In Scarborough the names of Privates Edward Petch, William Trotter, Thomas Edward Watson, and Lance Corporal Charles Stephens are commemorated on the town’s Oliver’s Mount War Memorial, whilst that of Private Harry Wilkinson is included on the War Cross Memorial located in East Ayton’s St. John the Baptist churchyard that commemorates sixteen men of East and West Ayton that had lost their lives during the First World War, and a further five men that had died whilst on active service during World War Two.

[1] Private Robert Hepburn’s account of the 9TH Battalion of the West Yorkshire Regiment’s part in the attack on the ‘Wunderwork’ and Stuff Redoubt had appeared in the ‘Yorkshire Evening Press’ of Wednesday the 4TH of October 1916

[2] The letter written by Sergeant Miles is now in the possession of the Imperial War Museum, and is featured in ‘The Imperial War Museum Book of the Somme’, by Malcolm Brown. Pan Books, 1997.

[3] ‘The History of the Green Howards in the Great War’, 1914—1918’; Wylly. A copy can be found in the Scarborough Room of Scarborough Central Library.

[4] Brothers George Henry, and Richard Roland, were born at Scarborough in 1886 and 1893 respectively. Robert’s third brother, John William Craven, had been born during 1901. Mary Ann Craven, Robert’s elder sister and eldest child of the Craven’s, had been born in 1885, also at Scarborough.

[5] Born at Scarborough on the 20TH of September 1864, Elizabeth Trotter had been the eldest daughter of the author’s great grandparents Thomas and Charlotte Ann Trotter [formally Dickinson], and had married Suffolk born [29TH of September 1863 at Bruisyard] George Clark at Scarborough’s St Mary’s Parish Church on Thursday the 25TH of September 1884. Thomas’s elder brother Christopher had also been born in the town, on the 16TH of November 1884, and had been baptised at St Mary’s Parish Church on the 8TH of January 1895. Sister Charlotte Clark had been baptised in the same church on the 22ND of November 1888, whilst Thomas had been baptised on the 23RD of January 1890.

[6] A copy of the 9TH Battalion West Yorkshire Regiment’s War Diary had kindly been made available to the author by Mrs. Pat Boyd of the Prince of Wales’s Own [West Yorkshire] Regimental Museum in York.

[7] Born at Dunfermline, Fife, before the war; 10929 Private Robert Hepburn had been a reporter for ‘The Yorkshire Herald’ and ‘Yorkshire Evening Press’. Wounded during the attack on the Stuff Redoubt, Hepburn had survived further war service with the West Yorkshire Regiment until 1918, when his number had finally ‘been up proper’ during that year’s German Spring Offensive, when on the 27TH of March 1918, he had been killed in action.
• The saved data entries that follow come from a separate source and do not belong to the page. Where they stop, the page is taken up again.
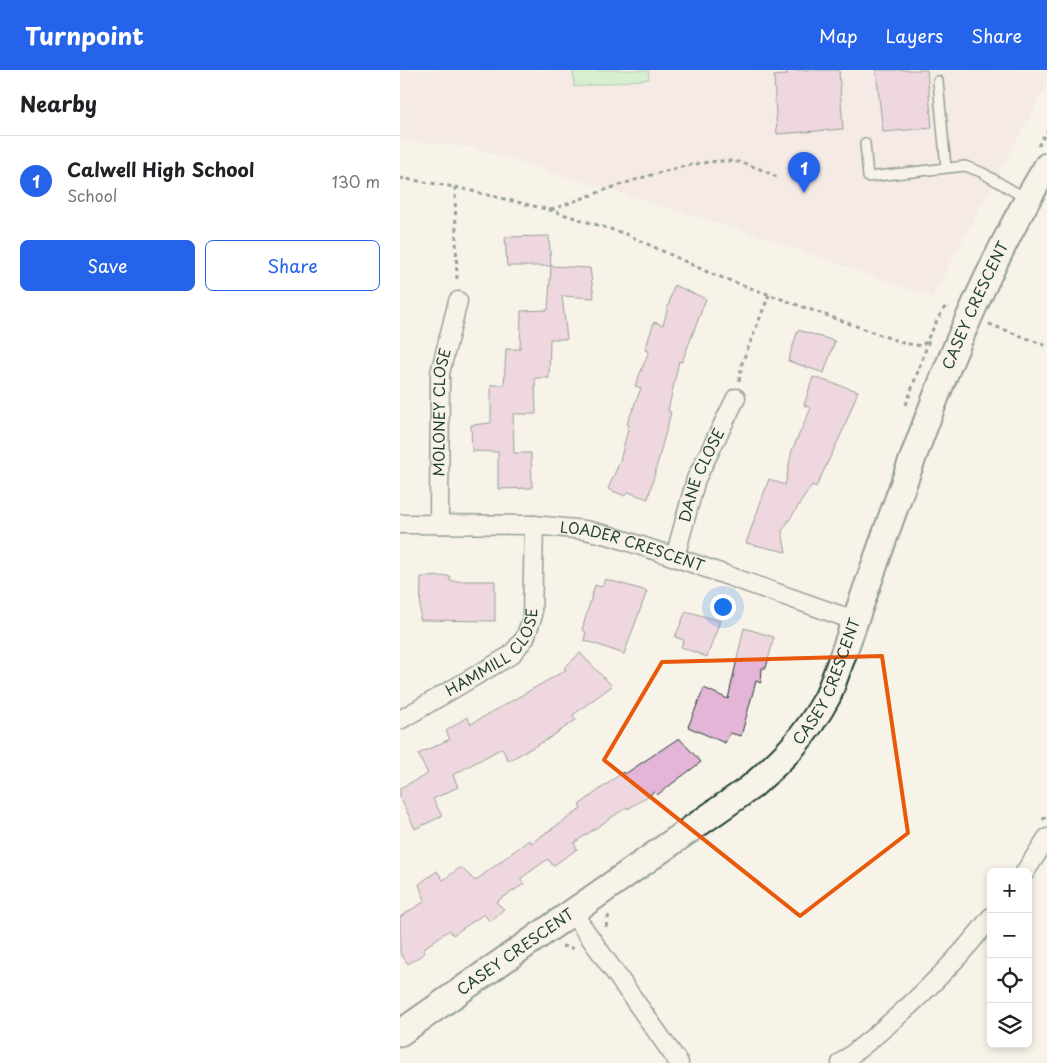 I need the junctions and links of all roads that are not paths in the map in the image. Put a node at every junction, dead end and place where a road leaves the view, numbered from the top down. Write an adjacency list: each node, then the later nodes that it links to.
1 (938, 81): 4 (lane)
2 (865, 143): 4 (lane)
3 (1047, 166): 5 (street, CASEY CRESCENT)
4 (946, 168): 5 (lane)
5 (1027, 199): 12 (street, CASEY CRESCENT)
6 (458, 302): 9 (street, MOLONEY CLOSE)
7 (736, 398): 11 (street, DANE CLOSE)
8 (400, 524): 9 (street, LOADER CRESCENT)
9 (439, 524): 10 (street, LOADER CRESCENT)
10 (534, 525): 11 (street, LOADER CRESCENT); 13 (street, HAMMILL CLOSE)
11 (675, 557): 12 (street, LOADER CRESCENT)
12 (856, 621): 16 (street, CASEY CRESCENT)
13 (400, 720)
14 (1047, 838): 15 (street)
15 (1028, 868)
16 (572, 912): 18 (street, CASEY CRESCENT); 19 (street)
17 (987, 922): 20 (street)
18 (400, 1033)
19 (679, 1063)
20 (841, 1063)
No remains of Robert Hepburn had ever been found and he is commemorated in Bay 5 of the Arras Memorial to the Missing

[8] The Trotter family had still been residing at this address at the time of the 1901 Census. It had consisted of ‘bricklayers labourer’ William, aged 27 years, Margaret, 26 years, Charlotte, 5 years, Thomas, 4 years, William, 2 years, and Elizabeth aged 9 months. All had been born at Scarborough. Over the ensuing years the family would be augmented by George, born 1902, Dickinson, 1904, James, 1906 [died 1907], Harold, 1909, Alfred [my father] August 1911, and Ethel, 1918.

[9] Aged five at the time of his brother’s death, my father had had little recollection of Bill. However, until his final days he had remembered his eldest brother; 4135 Private Thomas Trotter being supported by another equally badly wounded soldier as the pair had made their way down Hope Street towards his family home. Born in Scarborough on the 27TH of January 1897 Tom had been wounded during September 1916 whilst serving ‘on the Somme’ with the 5TH Battalion of the Yorkshire Regiment. So bad had his injuries been that he had never returned to the war, Tom having been invalided out of the army shortly after his return from hospital during 1917. Married to Ada Casson in Scarborough on the 10TH of July 1920, Tom had been the father of two sons; Thomas, born 1920, and Leonard Francis, 1921. Sadly, Tom had died prematurely from the effects of the injuries received in France on the 28TH of April 1953 at the age of fifty-six years.